# Alrighty.



## Farlance (Jul 29, 2014)

So, as I'm sure some of you have noticed, I haven't been around much lately. Or, really, at all.

I figured I'd clue you guys in to why that is; Uber's just as big of assholes to their CSRs as they are to their drivers.

The end!

Stay safe, guys, and, uh, I guess Uber on.


----------



## where's the beef? (Sep 16, 2014)

Thank you, Farlance...
Now I know you are real (sincere)...
Wish you the Best !!!


----------



## UberCemetery (Sep 4, 2014)

So now what @Farlance? sounds like job hunting? Go work for Lyft.... keep in touch, *Wish you the best, Thanks again*


----------



## Optimus Uber (Oct 7, 2014)

Farlance said:


> So, as I'm sure some of you have noticed, I haven't been around much lately. Or, really, at all.
> 
> I figured I'd clue you guys in to why that is; Uber's just as big of assholes to their CSRs as they are to their drivers.
> 
> ...


like I said, we are all in this together. Doesn't matter if you're a contractor or employee we are all dispensable. In a sense, even Travis isn't safe, the key to security is to be the investor that has the most vested.


----------



## UberCemetery (Sep 4, 2014)

@Farlance would you ever become a driver for a TNC ride share company?


----------



## Farlance (Jul 29, 2014)

UberCemetery said:


> @Farlance would you ever become a driver for a TNC ride share company?


Nah. I don't like driving that much.

But yeah, job hunting. They dropped my ass without even bothering to give a reason; Hell, my manager at the time completely cut off contact and flatly refused in every way to respond to my questions.


----------



## Swed (Jul 20, 2014)

Farlance said:


> Nah. I don't like driving that much.
> 
> But yeah, job hunting. They dropped my ass without even bothering to give a reason; Hell, my manager at the time completely cut off contact and flatly refused in every way to respond to my questions.


Sorry to hear that, good luck and thanks for all the help in the past.


----------



## SupaJ (Aug 12, 2014)

Farlance said:


> Nah. I don't like driving that much.
> 
> But yeah, job hunting. They dropped my ass without even bothering to give a reason; Hell, my manager at the time completely cut off contact and flatly refused in every way to respond to my questions.


Maybe he noticed you being here on this forum


----------



## chi1cabby (May 28, 2014)

SupaJ said:


> Maybe he noticed you being here on this forum


If that's the reason Farlance's GM, is an even bigger ****** than I'd thought! Farlance wasn't consorting with the enemy! He was helping drivers on this forum en masse! He was a dedicated, diligent and productive CSR!

At the least I would urge Farlance to write a frank GlassDoor review.


----------



## LookyLou (Apr 28, 2014)

Farlance said:


> Nah. I don't like driving that much.
> 
> But yeah, job hunting. They dropped my ass without even bothering to give a reason; Hell, my manager at the time completely cut off contact and flatly refused in every way to respond to my questions.

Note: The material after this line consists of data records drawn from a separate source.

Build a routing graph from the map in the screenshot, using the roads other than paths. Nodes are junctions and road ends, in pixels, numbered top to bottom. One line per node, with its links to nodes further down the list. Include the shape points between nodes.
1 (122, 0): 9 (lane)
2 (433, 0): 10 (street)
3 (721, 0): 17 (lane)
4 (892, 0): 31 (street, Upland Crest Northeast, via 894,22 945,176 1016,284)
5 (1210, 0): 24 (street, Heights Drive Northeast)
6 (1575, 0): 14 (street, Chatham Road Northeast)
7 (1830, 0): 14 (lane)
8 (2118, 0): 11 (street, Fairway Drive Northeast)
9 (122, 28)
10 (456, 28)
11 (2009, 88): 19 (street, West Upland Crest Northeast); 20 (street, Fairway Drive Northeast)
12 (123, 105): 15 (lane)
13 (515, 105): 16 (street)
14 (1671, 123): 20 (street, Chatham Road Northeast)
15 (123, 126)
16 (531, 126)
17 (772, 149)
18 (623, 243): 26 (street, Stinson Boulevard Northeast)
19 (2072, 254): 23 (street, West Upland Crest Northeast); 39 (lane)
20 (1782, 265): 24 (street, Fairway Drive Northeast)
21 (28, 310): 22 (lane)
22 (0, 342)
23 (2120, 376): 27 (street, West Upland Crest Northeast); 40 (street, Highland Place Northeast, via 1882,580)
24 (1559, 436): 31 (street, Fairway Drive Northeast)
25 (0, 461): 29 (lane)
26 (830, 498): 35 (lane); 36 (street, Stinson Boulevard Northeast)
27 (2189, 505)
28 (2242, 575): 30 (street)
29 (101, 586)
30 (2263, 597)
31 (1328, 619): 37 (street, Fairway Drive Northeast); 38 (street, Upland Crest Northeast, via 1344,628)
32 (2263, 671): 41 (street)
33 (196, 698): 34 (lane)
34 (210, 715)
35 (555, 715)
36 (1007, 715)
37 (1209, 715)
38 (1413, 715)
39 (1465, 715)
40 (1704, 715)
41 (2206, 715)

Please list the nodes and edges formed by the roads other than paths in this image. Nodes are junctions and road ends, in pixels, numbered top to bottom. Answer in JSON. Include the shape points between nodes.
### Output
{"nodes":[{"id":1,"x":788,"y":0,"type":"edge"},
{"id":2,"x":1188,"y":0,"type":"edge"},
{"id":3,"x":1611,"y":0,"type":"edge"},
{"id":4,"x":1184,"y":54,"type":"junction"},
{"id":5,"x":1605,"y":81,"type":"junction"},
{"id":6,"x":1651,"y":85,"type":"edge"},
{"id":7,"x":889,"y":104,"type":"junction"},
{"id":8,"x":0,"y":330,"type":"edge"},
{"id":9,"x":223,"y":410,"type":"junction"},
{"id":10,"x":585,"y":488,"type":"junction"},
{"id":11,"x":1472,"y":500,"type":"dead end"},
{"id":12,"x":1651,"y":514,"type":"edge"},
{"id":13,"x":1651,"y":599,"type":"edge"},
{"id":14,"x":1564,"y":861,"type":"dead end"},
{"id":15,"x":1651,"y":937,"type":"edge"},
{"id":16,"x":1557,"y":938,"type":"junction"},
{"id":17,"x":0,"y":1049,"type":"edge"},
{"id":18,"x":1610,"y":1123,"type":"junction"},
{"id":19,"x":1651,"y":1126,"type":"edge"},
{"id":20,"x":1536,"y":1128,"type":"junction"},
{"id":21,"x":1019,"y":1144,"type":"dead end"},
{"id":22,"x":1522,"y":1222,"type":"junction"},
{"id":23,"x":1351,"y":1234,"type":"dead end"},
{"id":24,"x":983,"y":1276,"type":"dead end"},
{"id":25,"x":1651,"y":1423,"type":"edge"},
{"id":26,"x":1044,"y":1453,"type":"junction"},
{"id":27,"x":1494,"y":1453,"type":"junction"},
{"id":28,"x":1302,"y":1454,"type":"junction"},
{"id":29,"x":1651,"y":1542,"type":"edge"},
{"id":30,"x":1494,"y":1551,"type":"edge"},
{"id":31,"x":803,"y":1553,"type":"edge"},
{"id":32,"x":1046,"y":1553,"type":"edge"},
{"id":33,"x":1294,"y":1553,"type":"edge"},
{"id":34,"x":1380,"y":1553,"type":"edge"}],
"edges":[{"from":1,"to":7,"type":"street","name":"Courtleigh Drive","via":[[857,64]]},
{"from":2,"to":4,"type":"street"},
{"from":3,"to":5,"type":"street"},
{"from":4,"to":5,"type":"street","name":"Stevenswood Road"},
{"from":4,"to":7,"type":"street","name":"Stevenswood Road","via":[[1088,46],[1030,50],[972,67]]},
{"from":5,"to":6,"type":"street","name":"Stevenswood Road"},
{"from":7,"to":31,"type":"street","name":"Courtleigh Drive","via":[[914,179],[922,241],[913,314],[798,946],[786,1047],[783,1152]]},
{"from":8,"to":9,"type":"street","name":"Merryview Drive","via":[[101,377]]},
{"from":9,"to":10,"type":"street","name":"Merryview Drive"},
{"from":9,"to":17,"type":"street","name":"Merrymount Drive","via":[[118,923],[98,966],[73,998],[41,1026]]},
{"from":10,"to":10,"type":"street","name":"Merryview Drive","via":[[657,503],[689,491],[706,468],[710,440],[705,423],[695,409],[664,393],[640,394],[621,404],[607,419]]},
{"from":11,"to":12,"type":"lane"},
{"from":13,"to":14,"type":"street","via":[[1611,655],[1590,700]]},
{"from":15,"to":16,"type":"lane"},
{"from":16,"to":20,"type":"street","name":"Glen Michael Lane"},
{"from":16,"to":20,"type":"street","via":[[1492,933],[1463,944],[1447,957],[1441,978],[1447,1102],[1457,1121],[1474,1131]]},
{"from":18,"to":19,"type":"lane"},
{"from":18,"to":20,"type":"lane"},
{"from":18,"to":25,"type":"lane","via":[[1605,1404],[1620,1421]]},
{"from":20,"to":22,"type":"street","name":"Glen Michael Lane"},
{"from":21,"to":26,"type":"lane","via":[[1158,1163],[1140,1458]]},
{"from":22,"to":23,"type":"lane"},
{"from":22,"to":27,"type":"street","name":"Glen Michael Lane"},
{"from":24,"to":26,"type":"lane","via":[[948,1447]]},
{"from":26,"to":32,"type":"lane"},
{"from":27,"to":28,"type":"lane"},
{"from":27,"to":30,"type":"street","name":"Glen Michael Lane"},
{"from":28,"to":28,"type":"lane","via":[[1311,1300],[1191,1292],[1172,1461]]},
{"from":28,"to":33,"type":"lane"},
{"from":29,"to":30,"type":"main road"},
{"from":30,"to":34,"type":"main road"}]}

Sorry to hear. Thanks for your input and help in the past. It will be missed surely.


----------



## LAuberX (Jun 3, 2014)

Farlance said:


> Nah. I don't like driving that much.
> 
> But yeah, job hunting. They dropped my ass without even bothering to give a reason; Hell, my manager at the time completely cut off contact and flatly refused in every way to respond to my questions.


They figured out you were posting here! I mean how many ginger queen csr's does Texas have anyway?

Good luck, we all appreciated your input very much.


----------



## Farman vegas (Aug 8, 2014)

Farlance said:


> Nah. I don't like driving that much.
> 
> But yeah, job hunting. They dropped my ass without even bothering to give a reason; Hell, my manager at the time completely cut off contact and flatly refused in every way to respond to my questions.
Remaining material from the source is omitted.